Integrity constraint violation: 1048 Column 'login_name' cannot be null

My insert statement is...

 $insertUserQuery = 'INSERT INTO `users` (
                    `login_name`,
                    `password`, 
                    `first_name`,
                    `last_name`,
                    `company_name`,
                    `company_address`,
                    `country`,
                    `email`,
                    `phone_number`,
                    `agency_type`,
                    `sold_before`,
                    `authorised`,
                    `current_module`
                    )
                    VALUES (
                   :login_name, :login_password, :first_name, :last_name, :company_name, :company_address, :country, :email, :phone_number, :agency_type, :sold_before, 0, 0);';

 $bindings = array(':login_name'      => $loginName,
                   ':login_password'  => sha1($password . Config::PASSWORD_SALT),
                   ':first_name'      => $firstName,
                   ':last_name'       => $lastName,
                   ':company_name'    => $companyName,
                   ':company_address' => $companyAddress,
                   ':country'         => $country,
                   ':email'           => $emailAddress,
                   ':phone_number'     => $phone,
                   ':agency_type'     => null,
                   ':sold_before' => null  
                   );

print_r($bindings);     

 Db::query($insertUserQuery, $bindings);

My Db class can be found here.
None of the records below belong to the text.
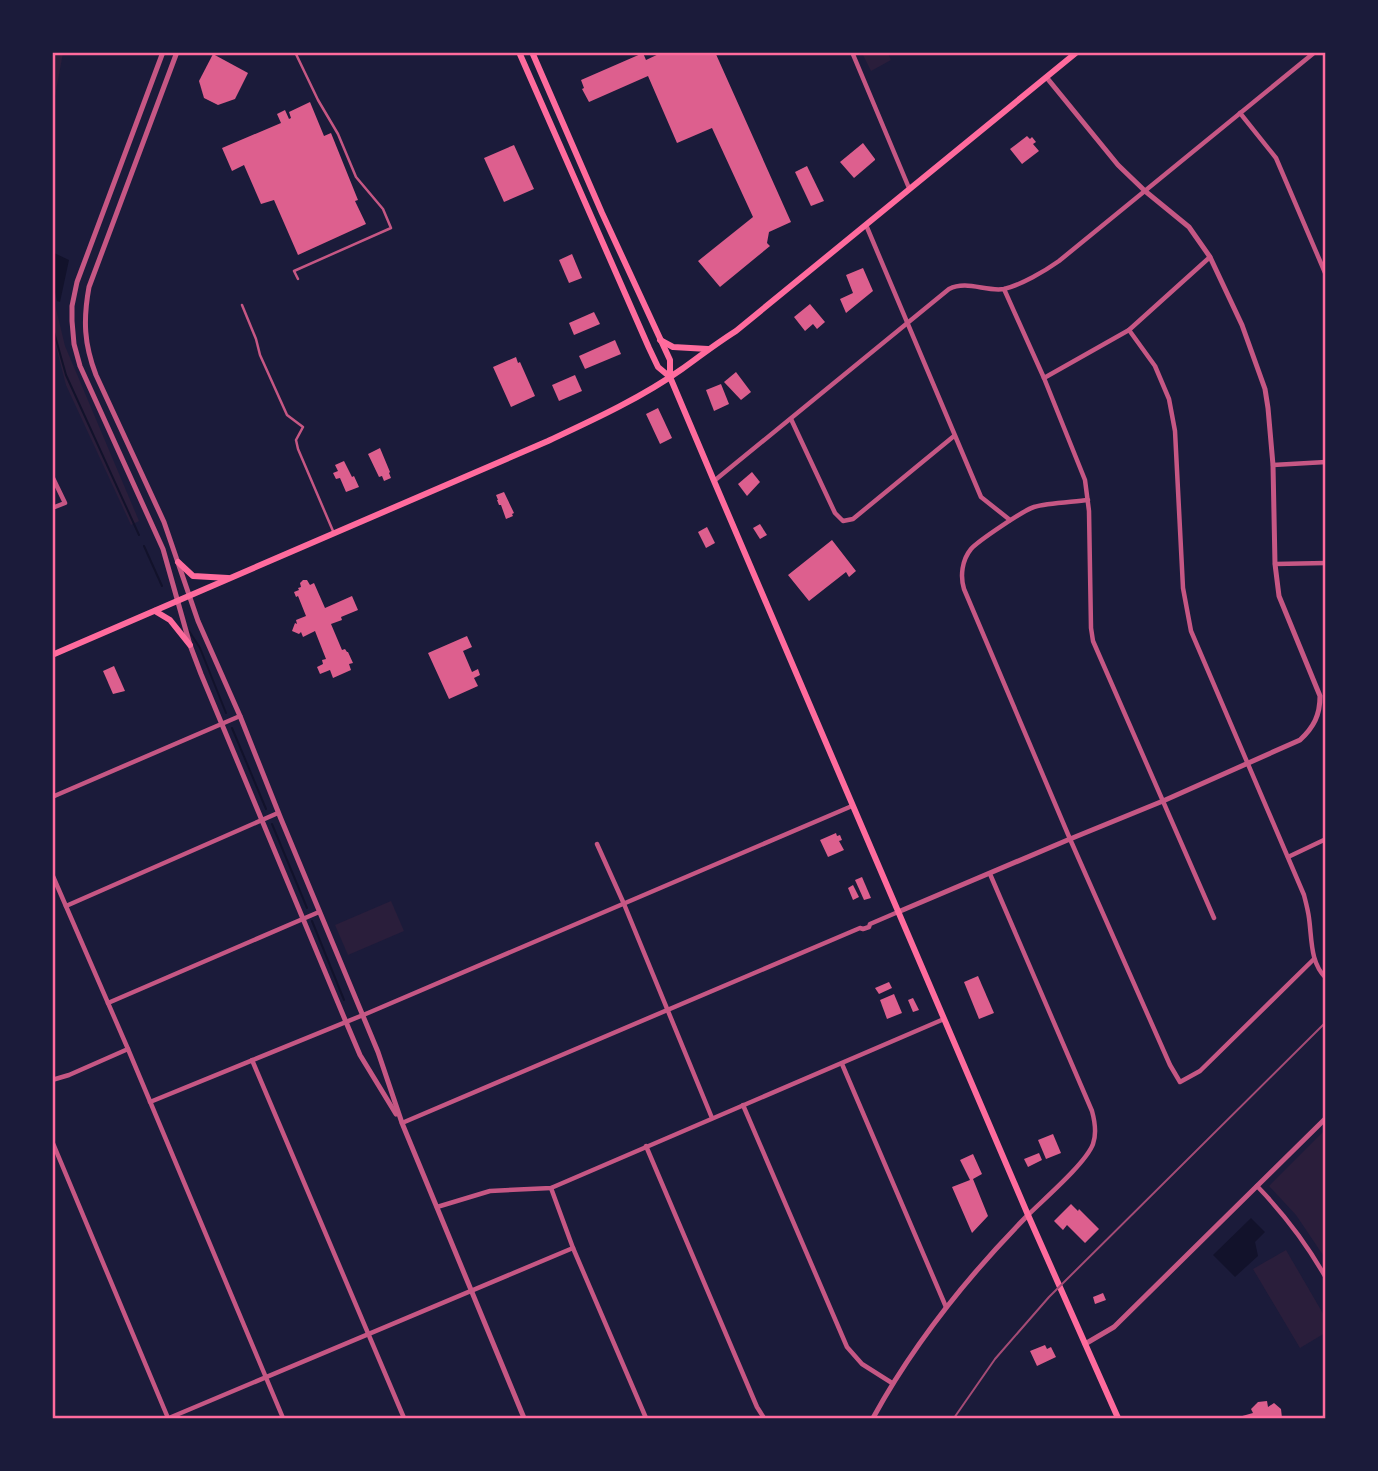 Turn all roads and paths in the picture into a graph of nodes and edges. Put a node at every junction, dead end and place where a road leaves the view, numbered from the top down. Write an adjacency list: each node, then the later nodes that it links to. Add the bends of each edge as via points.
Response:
1 (177, 52): 9 (street)
2 (295, 52): 23 (lane, via 356,177 383,209 391,228 294,271)
3 (519, 52): 15 (main road)
4 (532, 52): 14 (main road)
5 (852, 52): 12 (street)
6 (1077, 52): 10 (main road)
7 (1315, 52): 11 (street)
8 (162, 55): 9 (street); 17 (street)
9 (173, 62): 19 (street)
10 (1047, 78): 12 (main road); 13 (street)
11 (1240, 113): 13 (street); 22 (street, via 1276,158)
12 (909, 188): 20 (main road)
13 (1145, 191): 21 (street, via 1189,227); 24 (street, via 1045,271)
14 (597, 201): 15 (main road); 16 (main road)
15 (587, 205): 18 (main road)
16 (601, 209): 18 (main road); 28 (main road)
17 (102, 212): 19 (street); 33 (street, via 72,306 74,344)
18 (591, 214): 31 (main road, via 659,367)
19 (114, 216): 30 (street, via 85,306 86,342)
20 (866, 225): 26 (street); 29 (main road)
21 (1210, 257): 27 (street); 39 (street, via 1265,389)
22 (1325, 275)
23 (298, 279)
24 (1004, 289): 26 (street, via 956,286); 32 (street)
25 (242, 305): 45 (lane, via 287,415 303,427 296,440 298,449)
26 (907, 324): 34 (street); 35 (street)
27 (1129, 330): 32 (street); 57 (street, via 1155,366 1169,399 1175,431 1183,588 1191,631)
28 (660, 340): 29 (main road, via 683,349); 31 (main road, via 670,360)
29 (708, 349): 31 (main road)
30 (96, 375): 33 (street); 36 (street)
31 (670, 377): 41 (main road); 45 (main road, via 548,441)
32 (1044, 377): 42 (street, via 1085,480)
33 (88, 387): 37 (street)
34 (791, 419): 35 (street, via 843,521 853,519); 41 (street)
35 (954, 436): 44 (street, via 981,497)
36 (134, 457): 37 (street); 46 (street)
37 (123, 462): 51 (street, via 163,549)
38 (1325, 462): 39 (street)
39 (1273, 465): 48 (street)
40 (52, 476): 43 (street, via 65,503)
41 (714, 481): 60 (main road)
42 (1088, 500): 44 (street, via 1034,507); 59 (street, via 1093,641)
43 (52, 508)
44 (1010, 520): 63 (street, via 971,548 961,579)
45 (335, 534): 49 (main road)
46 (178, 562): 49 (main road, via 193,576); 50 (street)
47 (1325, 563): 48 (street)
48 (1275, 564): 57 (street, via 1279,596 1320,696 1320,707 1310,731 1300,740)
49 (233, 578): 50 (main road)
50 (190, 596): 51 (main road); 55 (street)
51 (178, 601): 52 (main road); 53 (street)
52 (155, 611): 53 (main road, via 170,620); 54 (main road)
53 (190, 645): 56 (street)
54 (52, 655)
55 (240, 716): 56 (street); 61 (street)
56 (222, 723): 58 (street); 62 (street)
57 (1248, 764): 59 (street); 66 (street)
58 (52, 797)
59 (1163, 802): 63 (street); 73 (street)
60 (852, 806): 69 (street); 72 (main road)
61 (278, 813): 62 (street); 71 (street)
62 (261, 820): 70 (street); 74 (street)
63 (1070, 839): 68 (street); 75 (street, via 1180,1082 1200,1071)
64 (1325, 839): 66 (street)
65 (597, 844): 69 (street)
66 (1288, 857): 75 (street, via 1304,895)
67 (52, 874): 70 (street)
68 (990, 874): 72 (street); 96 (street, via 1092,1111 1095,1128 1084,1159)
69 (624, 904): 78 (street); 79 (street)
70 (66, 906): 77 (street)
71 (319, 912): 74 (street); 79 (street)
72 (898, 912): 78 (street); 80 (main road)
73 (1214, 918)
74 (302, 919): 77 (street); 81 (street)
75 (1314, 959): 76 (street)
76 (1325, 978)
77 (108, 1003): 82 (street)
78 (667, 1011): 88 (street); 90 (street)
79 (362, 1015): 81 (street); 90 (street)
80 (944, 1019): 84 (street); 96 (main road)
81 (345, 1022): 83 (street); 90 (street)
82 (128, 1049): 85 (street); 86 (street)
83 (252, 1060): 86 (street); 101 (street)
84 (842, 1063): 87 (street); 100 (street)
85 (52, 1080)
86 (150, 1102): 103 (street)
87 (743, 1105): 88 (street); 104 (street, via 847,1346 862,1364)
88 (712, 1118): 92 (street)
89 (1325, 1118): 93 (street)
90 (402, 1123): 95 (street)
91 (52, 1141): 105 (street)
92 (646, 1146): 94 (street); 110 (street)
93 (1257, 1186): 98 (street, via 1290,1223); 102 (street, via 1114,1327)
94 (551, 1188): 95 (street, via 491,1191); 97 (street)
95 (437, 1207): 99 (street)
96 (1028, 1214): 100 (street); 102 (main road)
97 (573, 1248): 99 (street); 109 (street)
98 (1325, 1278)
99 (471, 1292): 101 (street); 108 (street)
100 (946, 1307): 104 (street)
101 (369, 1334): 103 (street); 107 (street)
102 (1085, 1344): 112 (main road)
103 (265, 1378): 105 (street); 106 (street)
104 (892, 1383): 111 (street)
105 (168, 1419)
106 (282, 1419)
107 (404, 1419)
108 (524, 1419)
109 (646, 1419)
110 (764, 1419)
111 (873, 1419)
112 (1118, 1419) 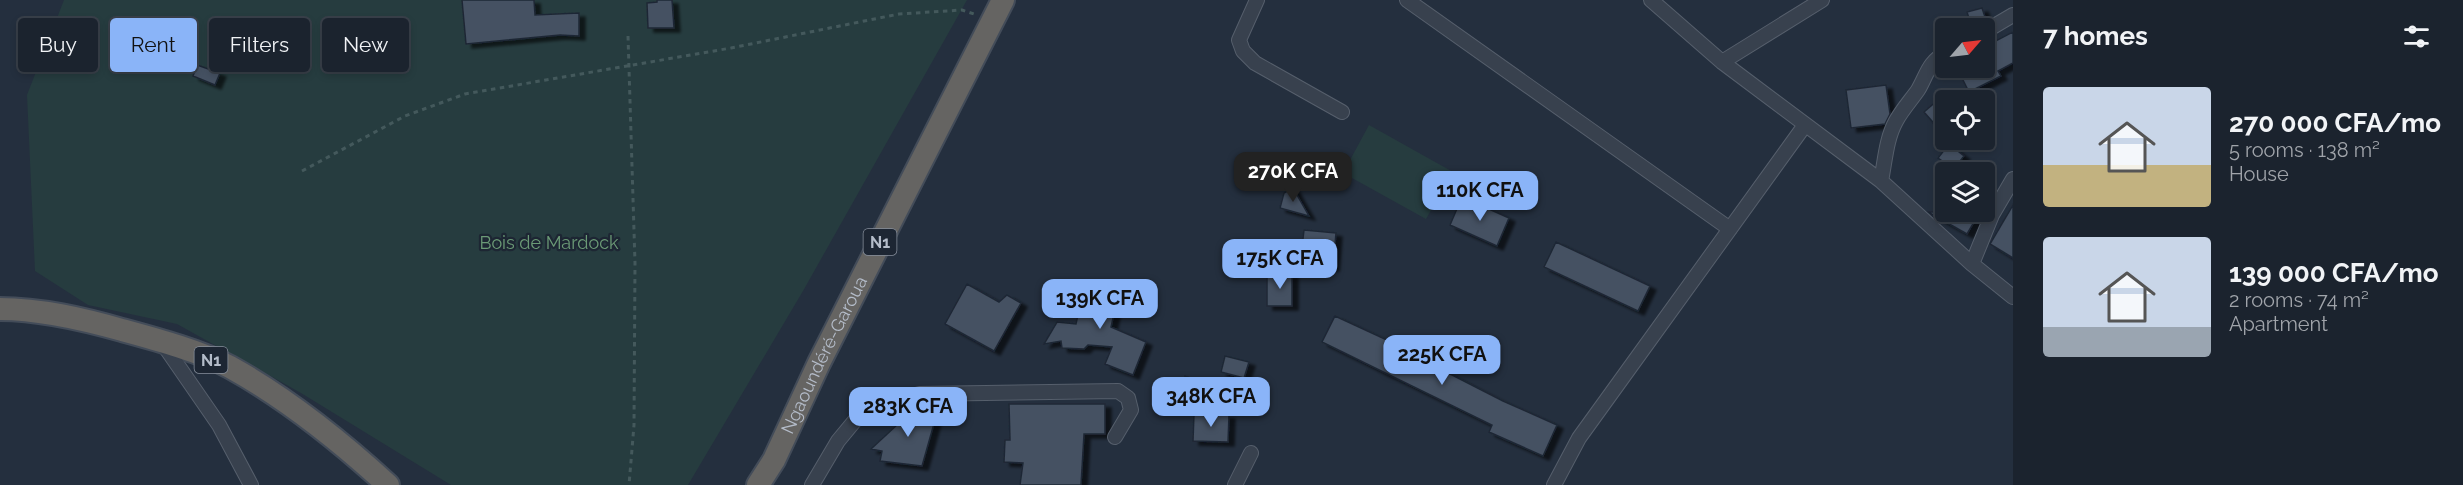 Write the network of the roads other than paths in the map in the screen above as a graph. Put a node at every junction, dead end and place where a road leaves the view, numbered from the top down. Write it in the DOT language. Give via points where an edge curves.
graph roads {
  1 [pos="1003,0"];
  2 [pos="1257,0"];
  3 [pos="1407,0"];
  4 [pos="1651,0"];
  5 [pos="1822,0"];
  6 [pos="2013,15"];
  7 [pos="1995,26"];
  8 [pos="1935,59"];
  9 [pos="1722,62"];
  10 [pos="1342,112"];
  11 [pos="1805,124"];
  12 [pos="2013,179"];
  13 [pos="1881,181"];
  14 [pos="1730,229"];
  15 [pos="1972,264"];
  16 [pos="2011,292"];
  17 [pos="0,309"];
  18 [pos="161,341"];
  19 [pos="1115,437"];
  20 [pos="1251,453"];
  21 [pos="251,485"];
  22 [pos="388,485"];
  23 [pos="758,485"];
  24 [pos="812,485"];
  25 [pos="1235,485"];
  26 [pos="1554,485"];
  1 -- 23 [label="highway, Ngaoundéré-Garoua / N1" via="774,460"];
  2 -- 10 [label="street" via="1239,40 1243,51 1255,63"];
  3 -- 14 [label="street"];
  4 -- 9 [label="street"];
  5 -- 9 [label="street"];
  6 -- 7 [label="street"];
  8 -- 13 [label="street" via="1896,121"];
  9 -- 11 [label="street"];
  11 -- 13 [label="street"];
  11 -- 14 [label="street"];
  12 -- 15 [label="street" via="1992,215"];
  13 -- 15 [label="street"];
  14 -- 26 [label="street" via="1579,438"];
  15 -- 16 [label="street"];
  17 -- 18 [label="highway, N1" via="79,318"];
  18 -- 21 [label="street" via="219,424"];
  18 -- 22 [label="highway, N1" via="228,366 286,401"];
  19 -- 24 [label="street" via="1131,410 1128,398 1118,391 920,394 881,403 857,418"];
  20 -- 25 [label="street"];
}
The print_r() tells me that the array definitely has a value. I had some thoughts...

  • May it have something to do with me using the word 'password' which is also a MySQL function?
  • Does PDO support prepared statements with INSERT in the same fashion as it does with SELECT?
  • Do I need to quote around the values, example ':login_name'

Thank you muchly

+1  A: 

PDO::query doesn't support prepared statement syntax does it? Give PDO::prepare and PDOStatement::execute a read. You probably want something like:

$insertUserQuery = 'INSERT INTO `users` (`login_name`, ...) ' .
    'VALUES (:login_name, ...);';
$bindings = array(':login_name' => $loginName, ...);
$stmt = Db::prepare($insertUserQuery);
$stmt->execute($bindings);

You can also call $stmt->bindValue() instead of building an array of bindings. I think that explicitly binding each value is a little nicer since you can verify the types right there.

EDIT: sorry jcinacio, I didn't see that your comment was almost identical until after I posted.

D.Shawley
I think I'm better off ditching my singleton pattern, as I'm putting more abstractions on PDO (which I guess abstracts away MySQL specific commands). Thanks for your answer.